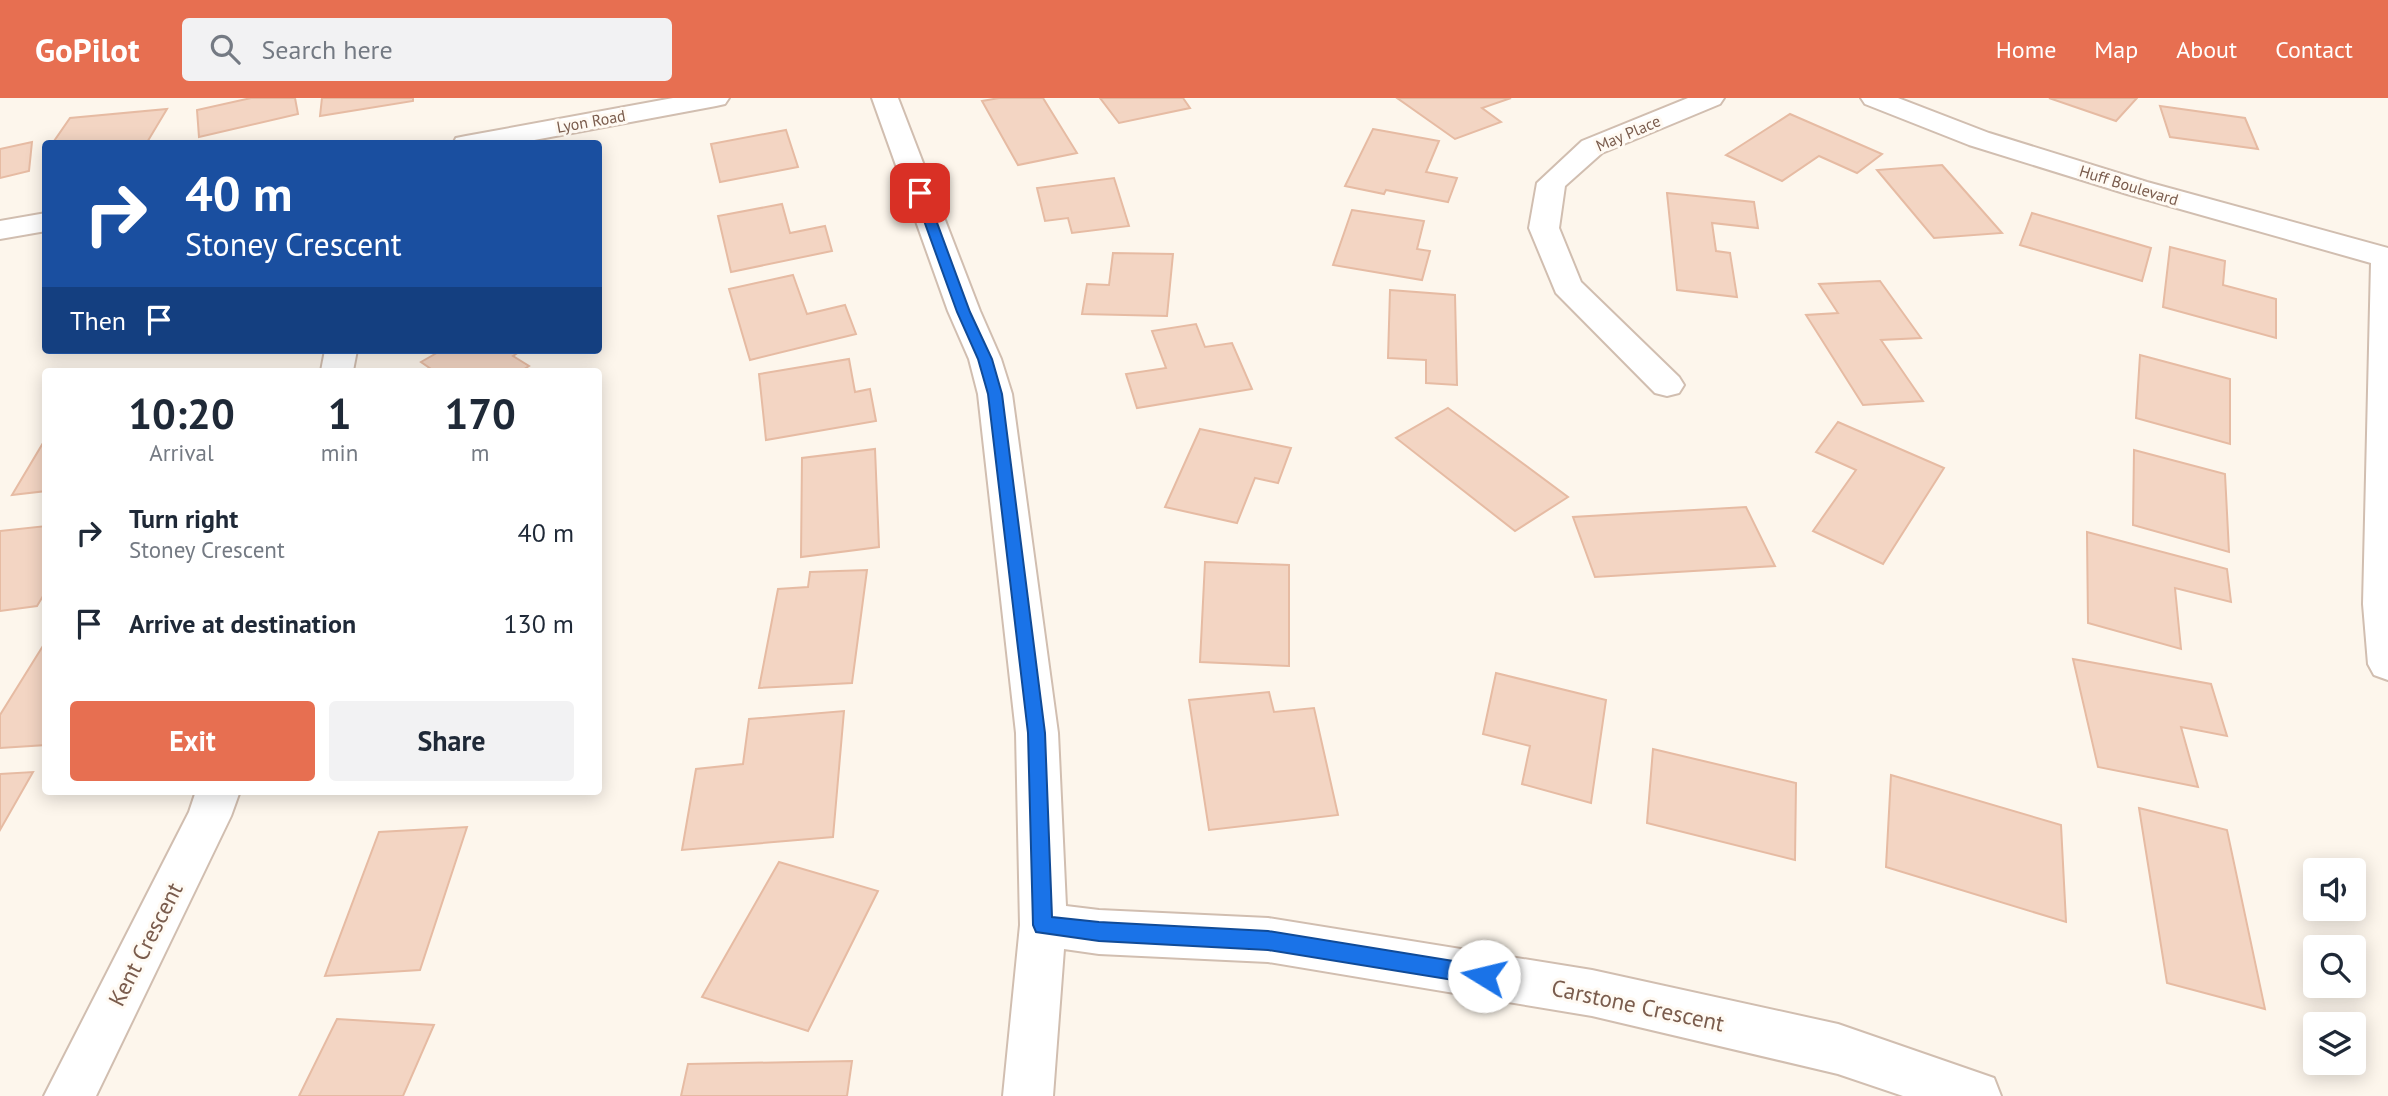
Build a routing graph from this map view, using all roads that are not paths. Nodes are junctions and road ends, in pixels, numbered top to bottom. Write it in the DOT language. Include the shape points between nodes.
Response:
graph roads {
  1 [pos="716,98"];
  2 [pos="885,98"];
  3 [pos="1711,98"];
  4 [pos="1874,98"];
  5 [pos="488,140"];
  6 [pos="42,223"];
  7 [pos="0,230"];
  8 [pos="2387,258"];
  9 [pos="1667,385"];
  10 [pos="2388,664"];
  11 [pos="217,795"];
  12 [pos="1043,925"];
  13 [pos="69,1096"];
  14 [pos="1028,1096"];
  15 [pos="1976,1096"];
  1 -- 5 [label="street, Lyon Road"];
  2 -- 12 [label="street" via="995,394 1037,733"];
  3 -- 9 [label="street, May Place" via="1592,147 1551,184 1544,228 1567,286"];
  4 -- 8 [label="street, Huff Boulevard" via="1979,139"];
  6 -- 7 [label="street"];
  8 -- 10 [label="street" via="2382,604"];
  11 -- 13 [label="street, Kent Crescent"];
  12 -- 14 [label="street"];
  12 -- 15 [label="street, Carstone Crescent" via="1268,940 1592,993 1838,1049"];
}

Task goal =>
Write out the entries above word for word. Do not include the pictures.

Task solution =>
Build a routing graph from this map view, using all roads that are not paths. Nodes are junctions and road ends, in pixels, numbered top to bottom. Write it in the DOT language. Include the shape points between nodes.
Response:
graph roads {
  1 [pos="716,98"];
  2 [pos="885,98"];
  3 [pos="1711,98"];
  4 [pos="1874,98"];
  5 [pos="488,140"];
  6 [pos="42,223"];
  7 [pos="0,230"];
  8 [pos="2387,258"];
  9 [pos="1667,385"];
  10 [pos="2388,664"];
  11 [pos="217,795"];
  12 [pos="1043,925"];
  13 [pos="69,1096"];
  14 [pos="1028,1096"];
  15 [pos="1976,1096"];
  1 -- 5 [label="street, Lyon Road"];
  2 -- 12 [label="street" via="995,394 1037,733"];
  3 -- 9 [label="street, May Place" via="1592,147 1551,184 1544,228 1567,286"];
  4 -- 8 [label="street, Huff Boulevard" via="1979,139"];
  6 -- 7 [label="street"];
  8 -- 10 [label="street" via="2382,604"];
  11 -- 13 [label="street, Kent Crescent"];
  12 -- 14 [label="street"];
  12 -- 15 [label="street, Carstone Crescent" via="1268,940 1592,993 1838,1049"];
}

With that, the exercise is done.